| AIM OF THE EXERCISE |
Your answer should be a single number: how many lines in the data below hold the string "graph".

(Stored items)
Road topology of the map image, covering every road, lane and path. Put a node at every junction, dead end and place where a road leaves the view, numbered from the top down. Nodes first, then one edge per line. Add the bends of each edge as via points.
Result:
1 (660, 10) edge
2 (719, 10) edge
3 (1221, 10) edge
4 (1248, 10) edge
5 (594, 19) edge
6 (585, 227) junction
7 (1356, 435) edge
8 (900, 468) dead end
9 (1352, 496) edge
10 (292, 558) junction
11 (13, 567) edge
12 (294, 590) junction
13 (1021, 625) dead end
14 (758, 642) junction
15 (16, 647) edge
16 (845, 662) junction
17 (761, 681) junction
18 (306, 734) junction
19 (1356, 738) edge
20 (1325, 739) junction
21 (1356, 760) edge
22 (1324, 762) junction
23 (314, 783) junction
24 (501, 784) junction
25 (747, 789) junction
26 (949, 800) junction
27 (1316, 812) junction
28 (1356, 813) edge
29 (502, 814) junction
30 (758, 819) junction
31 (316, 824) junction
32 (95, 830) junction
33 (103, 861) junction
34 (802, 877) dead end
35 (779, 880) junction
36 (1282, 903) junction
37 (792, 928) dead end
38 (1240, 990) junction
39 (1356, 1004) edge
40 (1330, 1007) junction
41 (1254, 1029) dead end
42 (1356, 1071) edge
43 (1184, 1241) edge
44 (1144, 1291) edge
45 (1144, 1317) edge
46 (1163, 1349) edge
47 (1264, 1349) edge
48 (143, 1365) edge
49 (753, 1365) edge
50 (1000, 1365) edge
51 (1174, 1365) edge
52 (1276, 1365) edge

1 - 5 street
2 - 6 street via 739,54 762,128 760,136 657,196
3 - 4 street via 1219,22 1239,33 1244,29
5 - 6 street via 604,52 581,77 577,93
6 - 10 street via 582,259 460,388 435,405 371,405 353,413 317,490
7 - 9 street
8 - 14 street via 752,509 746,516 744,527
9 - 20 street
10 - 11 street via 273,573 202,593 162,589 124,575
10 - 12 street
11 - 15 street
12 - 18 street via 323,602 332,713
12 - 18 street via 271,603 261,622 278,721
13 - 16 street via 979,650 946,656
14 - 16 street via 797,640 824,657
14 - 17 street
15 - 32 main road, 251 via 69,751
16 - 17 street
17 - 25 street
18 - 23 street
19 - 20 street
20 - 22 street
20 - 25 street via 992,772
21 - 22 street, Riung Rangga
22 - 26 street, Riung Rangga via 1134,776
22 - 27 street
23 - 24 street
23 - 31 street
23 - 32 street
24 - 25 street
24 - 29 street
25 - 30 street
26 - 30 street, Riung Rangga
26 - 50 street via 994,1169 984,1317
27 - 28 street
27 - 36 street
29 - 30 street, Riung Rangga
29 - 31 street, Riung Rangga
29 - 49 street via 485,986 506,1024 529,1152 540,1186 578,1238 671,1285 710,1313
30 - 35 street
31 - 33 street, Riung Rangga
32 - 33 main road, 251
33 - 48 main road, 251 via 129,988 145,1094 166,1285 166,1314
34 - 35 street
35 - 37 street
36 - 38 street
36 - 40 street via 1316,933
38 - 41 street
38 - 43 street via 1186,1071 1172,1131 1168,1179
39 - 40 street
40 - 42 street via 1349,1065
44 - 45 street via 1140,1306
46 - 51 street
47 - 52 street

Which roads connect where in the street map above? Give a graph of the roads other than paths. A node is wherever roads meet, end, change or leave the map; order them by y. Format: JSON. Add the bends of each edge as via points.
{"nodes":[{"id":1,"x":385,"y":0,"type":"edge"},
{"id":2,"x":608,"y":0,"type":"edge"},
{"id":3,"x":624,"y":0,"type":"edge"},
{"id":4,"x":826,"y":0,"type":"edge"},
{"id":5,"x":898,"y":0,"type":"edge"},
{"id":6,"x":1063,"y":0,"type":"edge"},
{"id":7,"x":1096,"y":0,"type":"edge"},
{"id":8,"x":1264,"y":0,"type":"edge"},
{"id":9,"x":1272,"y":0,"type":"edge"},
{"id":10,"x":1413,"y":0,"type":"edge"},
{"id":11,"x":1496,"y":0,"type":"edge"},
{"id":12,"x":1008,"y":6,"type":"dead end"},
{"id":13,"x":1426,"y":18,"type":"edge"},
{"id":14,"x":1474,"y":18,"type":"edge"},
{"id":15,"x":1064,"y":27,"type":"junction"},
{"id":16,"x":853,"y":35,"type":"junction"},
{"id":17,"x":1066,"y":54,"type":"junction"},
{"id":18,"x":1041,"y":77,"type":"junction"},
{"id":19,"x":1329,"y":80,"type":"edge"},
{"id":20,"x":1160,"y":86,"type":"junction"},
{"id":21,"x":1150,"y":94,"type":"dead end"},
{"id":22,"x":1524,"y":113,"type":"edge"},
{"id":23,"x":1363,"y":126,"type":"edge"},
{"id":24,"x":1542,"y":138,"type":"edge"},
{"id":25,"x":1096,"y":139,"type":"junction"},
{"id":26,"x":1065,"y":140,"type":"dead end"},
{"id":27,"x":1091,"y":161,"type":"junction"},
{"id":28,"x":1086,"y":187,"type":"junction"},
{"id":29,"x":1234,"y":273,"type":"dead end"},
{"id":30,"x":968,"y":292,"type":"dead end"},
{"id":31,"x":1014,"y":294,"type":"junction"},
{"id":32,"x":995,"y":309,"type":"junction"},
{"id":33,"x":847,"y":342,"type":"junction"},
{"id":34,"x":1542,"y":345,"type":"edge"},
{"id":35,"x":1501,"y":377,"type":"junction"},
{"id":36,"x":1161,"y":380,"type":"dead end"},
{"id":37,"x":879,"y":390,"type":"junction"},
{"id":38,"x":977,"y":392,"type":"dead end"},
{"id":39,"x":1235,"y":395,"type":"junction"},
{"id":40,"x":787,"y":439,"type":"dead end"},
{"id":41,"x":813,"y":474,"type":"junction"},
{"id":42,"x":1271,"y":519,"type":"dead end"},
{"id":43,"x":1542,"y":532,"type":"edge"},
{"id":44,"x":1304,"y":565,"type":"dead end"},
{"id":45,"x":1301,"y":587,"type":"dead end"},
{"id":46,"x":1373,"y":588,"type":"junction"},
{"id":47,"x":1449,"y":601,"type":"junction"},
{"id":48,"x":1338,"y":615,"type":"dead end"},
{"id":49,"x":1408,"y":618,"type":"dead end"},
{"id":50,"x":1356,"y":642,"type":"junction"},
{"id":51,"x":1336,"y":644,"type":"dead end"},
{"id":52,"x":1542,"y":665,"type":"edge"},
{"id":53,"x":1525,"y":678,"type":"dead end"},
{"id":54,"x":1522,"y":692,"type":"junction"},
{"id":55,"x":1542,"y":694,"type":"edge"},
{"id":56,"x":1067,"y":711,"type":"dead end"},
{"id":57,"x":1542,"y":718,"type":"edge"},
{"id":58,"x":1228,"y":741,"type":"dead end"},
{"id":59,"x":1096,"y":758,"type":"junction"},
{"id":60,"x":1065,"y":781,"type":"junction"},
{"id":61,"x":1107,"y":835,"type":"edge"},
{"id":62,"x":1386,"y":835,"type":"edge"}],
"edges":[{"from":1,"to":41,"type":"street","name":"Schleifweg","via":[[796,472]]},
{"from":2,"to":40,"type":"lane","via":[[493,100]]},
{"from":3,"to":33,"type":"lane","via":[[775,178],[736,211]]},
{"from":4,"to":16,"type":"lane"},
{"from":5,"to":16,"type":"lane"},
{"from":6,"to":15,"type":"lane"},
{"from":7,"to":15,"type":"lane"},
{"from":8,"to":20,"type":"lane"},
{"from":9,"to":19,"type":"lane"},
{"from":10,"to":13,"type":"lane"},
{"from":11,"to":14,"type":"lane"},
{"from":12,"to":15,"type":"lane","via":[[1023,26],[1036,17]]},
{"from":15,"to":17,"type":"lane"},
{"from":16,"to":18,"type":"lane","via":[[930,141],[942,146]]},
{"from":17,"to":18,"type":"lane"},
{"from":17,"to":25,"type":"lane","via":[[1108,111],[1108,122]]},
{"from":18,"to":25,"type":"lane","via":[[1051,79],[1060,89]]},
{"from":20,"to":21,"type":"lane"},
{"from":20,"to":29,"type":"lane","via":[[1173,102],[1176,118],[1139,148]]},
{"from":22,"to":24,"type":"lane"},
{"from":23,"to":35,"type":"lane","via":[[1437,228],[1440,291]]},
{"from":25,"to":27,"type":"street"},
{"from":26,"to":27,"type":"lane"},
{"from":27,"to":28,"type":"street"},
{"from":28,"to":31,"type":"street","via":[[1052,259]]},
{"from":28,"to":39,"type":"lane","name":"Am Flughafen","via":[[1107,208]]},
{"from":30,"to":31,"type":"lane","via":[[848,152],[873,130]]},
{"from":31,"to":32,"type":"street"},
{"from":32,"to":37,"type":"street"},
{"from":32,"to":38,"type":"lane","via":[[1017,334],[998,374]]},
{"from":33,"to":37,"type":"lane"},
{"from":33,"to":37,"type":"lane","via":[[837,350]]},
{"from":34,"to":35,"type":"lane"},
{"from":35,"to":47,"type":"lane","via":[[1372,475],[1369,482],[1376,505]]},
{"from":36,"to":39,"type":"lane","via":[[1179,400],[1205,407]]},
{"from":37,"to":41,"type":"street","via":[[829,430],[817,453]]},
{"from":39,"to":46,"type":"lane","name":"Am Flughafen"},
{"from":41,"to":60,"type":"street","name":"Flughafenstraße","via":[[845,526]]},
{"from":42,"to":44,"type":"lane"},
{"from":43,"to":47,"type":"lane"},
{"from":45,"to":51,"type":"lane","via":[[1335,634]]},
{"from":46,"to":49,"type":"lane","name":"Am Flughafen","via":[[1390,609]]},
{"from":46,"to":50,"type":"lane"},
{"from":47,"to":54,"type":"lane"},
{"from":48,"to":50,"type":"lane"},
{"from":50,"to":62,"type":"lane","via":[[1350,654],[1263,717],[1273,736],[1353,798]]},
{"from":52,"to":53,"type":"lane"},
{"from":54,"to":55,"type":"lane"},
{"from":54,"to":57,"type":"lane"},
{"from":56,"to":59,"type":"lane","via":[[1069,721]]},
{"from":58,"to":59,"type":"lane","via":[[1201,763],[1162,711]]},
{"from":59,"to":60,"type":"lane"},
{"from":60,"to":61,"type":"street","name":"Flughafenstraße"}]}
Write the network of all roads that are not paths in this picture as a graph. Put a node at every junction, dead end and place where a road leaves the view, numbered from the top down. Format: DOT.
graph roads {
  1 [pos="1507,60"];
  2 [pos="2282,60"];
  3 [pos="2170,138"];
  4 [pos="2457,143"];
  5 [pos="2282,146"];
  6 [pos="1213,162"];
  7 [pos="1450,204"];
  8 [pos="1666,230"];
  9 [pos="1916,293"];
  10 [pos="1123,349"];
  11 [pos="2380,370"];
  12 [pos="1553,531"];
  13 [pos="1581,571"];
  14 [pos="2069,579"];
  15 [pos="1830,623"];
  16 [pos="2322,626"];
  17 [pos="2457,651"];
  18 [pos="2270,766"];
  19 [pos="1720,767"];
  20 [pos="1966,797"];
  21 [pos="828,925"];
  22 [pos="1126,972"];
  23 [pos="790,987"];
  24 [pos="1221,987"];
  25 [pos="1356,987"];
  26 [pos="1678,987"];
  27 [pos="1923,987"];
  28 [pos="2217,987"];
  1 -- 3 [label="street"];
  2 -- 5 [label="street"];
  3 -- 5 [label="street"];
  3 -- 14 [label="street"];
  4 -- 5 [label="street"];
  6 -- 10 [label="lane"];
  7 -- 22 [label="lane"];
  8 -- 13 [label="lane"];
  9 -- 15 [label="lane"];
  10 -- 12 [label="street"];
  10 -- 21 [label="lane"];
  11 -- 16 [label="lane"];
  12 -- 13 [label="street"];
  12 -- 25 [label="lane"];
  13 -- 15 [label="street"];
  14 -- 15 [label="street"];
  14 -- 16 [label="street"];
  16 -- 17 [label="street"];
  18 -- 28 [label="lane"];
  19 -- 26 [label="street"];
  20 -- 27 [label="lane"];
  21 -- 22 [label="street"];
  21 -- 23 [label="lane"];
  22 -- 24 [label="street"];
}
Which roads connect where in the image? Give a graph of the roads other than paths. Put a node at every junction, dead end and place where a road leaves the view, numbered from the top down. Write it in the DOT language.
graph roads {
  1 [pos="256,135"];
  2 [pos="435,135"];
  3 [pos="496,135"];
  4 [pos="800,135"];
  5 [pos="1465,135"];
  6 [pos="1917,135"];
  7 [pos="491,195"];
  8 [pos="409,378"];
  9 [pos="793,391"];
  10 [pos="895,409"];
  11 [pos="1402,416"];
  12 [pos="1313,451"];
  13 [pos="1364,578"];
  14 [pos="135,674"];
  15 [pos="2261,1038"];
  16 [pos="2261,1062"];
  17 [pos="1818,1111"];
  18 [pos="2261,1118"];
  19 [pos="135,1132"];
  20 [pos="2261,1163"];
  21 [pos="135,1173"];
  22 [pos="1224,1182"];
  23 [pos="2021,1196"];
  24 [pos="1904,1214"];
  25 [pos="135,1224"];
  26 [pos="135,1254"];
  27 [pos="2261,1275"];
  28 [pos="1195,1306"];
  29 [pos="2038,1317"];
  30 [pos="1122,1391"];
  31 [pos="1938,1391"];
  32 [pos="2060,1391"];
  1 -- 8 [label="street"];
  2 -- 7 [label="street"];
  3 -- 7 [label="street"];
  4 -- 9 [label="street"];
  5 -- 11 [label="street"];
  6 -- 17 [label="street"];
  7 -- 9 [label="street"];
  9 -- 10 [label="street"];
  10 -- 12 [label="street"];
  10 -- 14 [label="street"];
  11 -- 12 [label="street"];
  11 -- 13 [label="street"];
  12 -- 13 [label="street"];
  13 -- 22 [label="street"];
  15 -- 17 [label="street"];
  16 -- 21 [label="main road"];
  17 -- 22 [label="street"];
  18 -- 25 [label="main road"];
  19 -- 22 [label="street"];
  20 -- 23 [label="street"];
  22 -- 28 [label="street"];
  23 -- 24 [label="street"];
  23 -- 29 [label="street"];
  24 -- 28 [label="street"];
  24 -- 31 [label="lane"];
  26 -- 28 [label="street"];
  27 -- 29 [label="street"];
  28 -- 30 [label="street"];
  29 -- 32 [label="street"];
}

| EXERCISE SOLUTION |
5